About this task -
The expected output is every entry, repeated exactly.

Dataset records -

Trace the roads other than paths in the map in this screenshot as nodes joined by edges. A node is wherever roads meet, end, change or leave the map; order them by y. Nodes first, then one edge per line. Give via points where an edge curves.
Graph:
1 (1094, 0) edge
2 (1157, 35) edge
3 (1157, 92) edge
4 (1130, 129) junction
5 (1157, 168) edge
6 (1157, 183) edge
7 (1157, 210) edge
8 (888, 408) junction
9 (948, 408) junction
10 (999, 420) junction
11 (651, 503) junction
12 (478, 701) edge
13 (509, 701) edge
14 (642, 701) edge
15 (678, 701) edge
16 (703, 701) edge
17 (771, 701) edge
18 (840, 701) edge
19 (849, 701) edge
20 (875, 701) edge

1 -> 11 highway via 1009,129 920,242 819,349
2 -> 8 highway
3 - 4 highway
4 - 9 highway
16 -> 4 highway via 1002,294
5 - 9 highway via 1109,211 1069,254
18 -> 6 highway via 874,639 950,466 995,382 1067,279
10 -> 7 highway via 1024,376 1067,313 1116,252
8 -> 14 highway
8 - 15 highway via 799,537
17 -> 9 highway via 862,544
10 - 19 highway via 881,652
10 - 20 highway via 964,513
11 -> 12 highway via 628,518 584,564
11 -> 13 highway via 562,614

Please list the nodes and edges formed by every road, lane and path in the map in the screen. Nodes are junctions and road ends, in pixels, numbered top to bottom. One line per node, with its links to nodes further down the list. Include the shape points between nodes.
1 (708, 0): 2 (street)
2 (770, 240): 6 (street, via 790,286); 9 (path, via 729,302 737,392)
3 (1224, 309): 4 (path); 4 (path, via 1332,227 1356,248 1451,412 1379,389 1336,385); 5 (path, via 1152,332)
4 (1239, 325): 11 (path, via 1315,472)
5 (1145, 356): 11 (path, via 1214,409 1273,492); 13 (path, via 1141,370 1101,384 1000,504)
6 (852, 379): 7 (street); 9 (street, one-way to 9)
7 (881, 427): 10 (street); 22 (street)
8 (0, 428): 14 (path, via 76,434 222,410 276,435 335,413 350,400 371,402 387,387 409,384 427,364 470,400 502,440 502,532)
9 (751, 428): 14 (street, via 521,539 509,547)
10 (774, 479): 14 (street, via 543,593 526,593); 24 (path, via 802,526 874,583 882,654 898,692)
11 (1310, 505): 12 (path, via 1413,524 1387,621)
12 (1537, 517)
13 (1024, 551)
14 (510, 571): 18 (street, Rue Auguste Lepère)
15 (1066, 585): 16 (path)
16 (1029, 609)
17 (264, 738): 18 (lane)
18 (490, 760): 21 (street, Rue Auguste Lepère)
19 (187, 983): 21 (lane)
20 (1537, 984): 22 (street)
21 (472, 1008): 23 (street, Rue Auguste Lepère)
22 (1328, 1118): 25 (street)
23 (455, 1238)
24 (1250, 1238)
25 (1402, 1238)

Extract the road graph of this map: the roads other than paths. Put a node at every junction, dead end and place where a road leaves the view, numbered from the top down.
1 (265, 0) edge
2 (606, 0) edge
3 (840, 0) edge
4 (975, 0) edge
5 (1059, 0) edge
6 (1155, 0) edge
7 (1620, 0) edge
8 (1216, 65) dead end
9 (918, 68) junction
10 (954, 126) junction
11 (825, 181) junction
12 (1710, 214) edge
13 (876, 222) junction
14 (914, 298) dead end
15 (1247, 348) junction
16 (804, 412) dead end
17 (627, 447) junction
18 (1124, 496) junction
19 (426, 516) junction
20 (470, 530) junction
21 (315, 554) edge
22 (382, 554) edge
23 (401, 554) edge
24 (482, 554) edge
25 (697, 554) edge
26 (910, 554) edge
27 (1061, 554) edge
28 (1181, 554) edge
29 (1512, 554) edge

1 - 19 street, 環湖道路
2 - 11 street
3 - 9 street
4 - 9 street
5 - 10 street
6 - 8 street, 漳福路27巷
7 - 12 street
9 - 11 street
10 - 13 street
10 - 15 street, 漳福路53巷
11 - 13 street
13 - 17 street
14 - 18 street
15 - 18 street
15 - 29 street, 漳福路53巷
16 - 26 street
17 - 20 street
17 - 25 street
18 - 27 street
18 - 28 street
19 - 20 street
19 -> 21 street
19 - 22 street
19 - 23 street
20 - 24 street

Exercise answer -
Trace the roads other than paths in the map in this screenshot as nodes joined by edges. A node is wherever roads meet, end, change or leave the map; order them by y. Nodes first, then one edge per line. Give via points where an edge curves.
Graph:
1 (1094, 0) edge
2 (1157, 35) edge
3 (1157, 92) edge
4 (1130, 129) junction
5 (1157, 168) edge
6 (1157, 183) edge
7 (1157, 210) edge
8 (888, 408) junction
9 (948, 408) junction
10 (999, 420) junction
11 (651, 503) junction
12 (478, 701) edge
13 (509, 701) edge
14 (642, 701) edge
15 (678, 701) edge
16 (703, 701) edge
17 (771, 701) edge
18 (840, 701) edge
19 (849, 701) edge
20 (875, 701) edge

1 -> 11 highway via 1009,129 920,242 819,349
2 -> 8 highway
3 - 4 highway
4 - 9 highway
16 -> 4 highway via 1002,294
5 - 9 highway via 1109,211 1069,254
18 -> 6 highway via 874,639 950,466 995,382 1067,279
10 -> 7 highway via 1024,376 1067,313 1116,252
8 -> 14 highway
8 - 15 highway via 799,537
17 -> 9 highway via 862,544
10 - 19 highway via 881,652
10 - 20 highway via 964,513
11 -> 12 highway via 628,518 584,564
11 -> 13 highway via 562,614

Please list the nodes and edges formed by every road, lane and path in the map in the screen. Nodes are junctions and road ends, in pixels, numbered top to bottom. One line per node, with its links to nodes further down the list. Include the shape points between nodes.
1 (708, 0): 2 (street)
2 (770, 240): 6 (street, via 790,286); 9 (path, via 729,302 737,392)
3 (1224, 309): 4 (path); 4 (path, via 1332,227 1356,248 1451,412 1379,389 1336,385); 5 (path, via 1152,332)
4 (1239, 325): 11 (path, via 1315,472)
5 (1145, 356): 11 (path, via 1214,409 1273,492); 13 (path, via 1141,370 1101,384 1000,504)
6 (852, 379): 7 (street); 9 (street, one-way to 9)
7 (881, 427): 10 (street); 22 (street)
8 (0, 428): 14 (path, via 76,434 222,410 276,435 335,413 350,400 371,402 387,387 409,384 427,364 470,400 502,440 502,532)
9 (751, 428): 14 (street, via 521,539 509,547)
10 (774, 479): 14 (street, via 543,593 526,593); 24 (path, via 802,526 874,583 882,654 898,692)
11 (1310, 505): 12 (path, via 1413,524 1387,621)
12 (1537, 517)
13 (1024, 551)
14 (510, 571): 18 (street, Rue Auguste Lepère)
15 (1066, 585): 16 (path)
16 (1029, 609)
17 (264, 738): 18 (lane)
18 (490, 760): 21 (street, Rue Auguste Lepère)
19 (187, 983): 21 (lane)
20 (1537, 984): 22 (street)
21 (472, 1008): 23 (street, Rue Auguste Lepère)
22 (1328, 1118): 25 (street)
23 (455, 1238)
24 (1250, 1238)
25 (1402, 1238)

Extract the road graph of this map: the roads other than paths. Put a node at every junction, dead end and place where a road leaves the view, numbered from the top down.
1 (265, 0) edge
2 (606, 0) edge
3 (840, 0) edge
4 (975, 0) edge
5 (1059, 0) edge
6 (1155, 0) edge
7 (1620, 0) edge
8 (1216, 65) dead end
9 (918, 68) junction
10 (954, 126) junction
11 (825, 181) junction
12 (1710, 214) edge
13 (876, 222) junction
14 (914, 298) dead end
15 (1247, 348) junction
16 (804, 412) dead end
17 (627, 447) junction
18 (1124, 496) junction
19 (426, 516) junction
20 (470, 530) junction
21 (315, 554) edge
22 (382, 554) edge
23 (401, 554) edge
24 (482, 554) edge
25 (697, 554) edge
26 (910, 554) edge
27 (1061, 554) edge
28 (1181, 554) edge
29 (1512, 554) edge

1 - 19 street, 環湖道路
2 - 11 street
3 - 9 street
4 - 9 street
5 - 10 street
6 - 8 street, 漳福路27巷
7 - 12 street
9 - 11 street
10 - 13 street
10 - 15 street, 漳福路53巷
11 - 13 street
13 - 17 street
14 - 18 street
15 - 18 street
15 - 29 street, 漳福路53巷
16 - 26 street
17 - 20 street
17 - 25 street
18 - 27 street
18 - 28 street
19 - 20 street
19 -> 21 street
19 - 22 street
19 - 23 street
20 - 24 street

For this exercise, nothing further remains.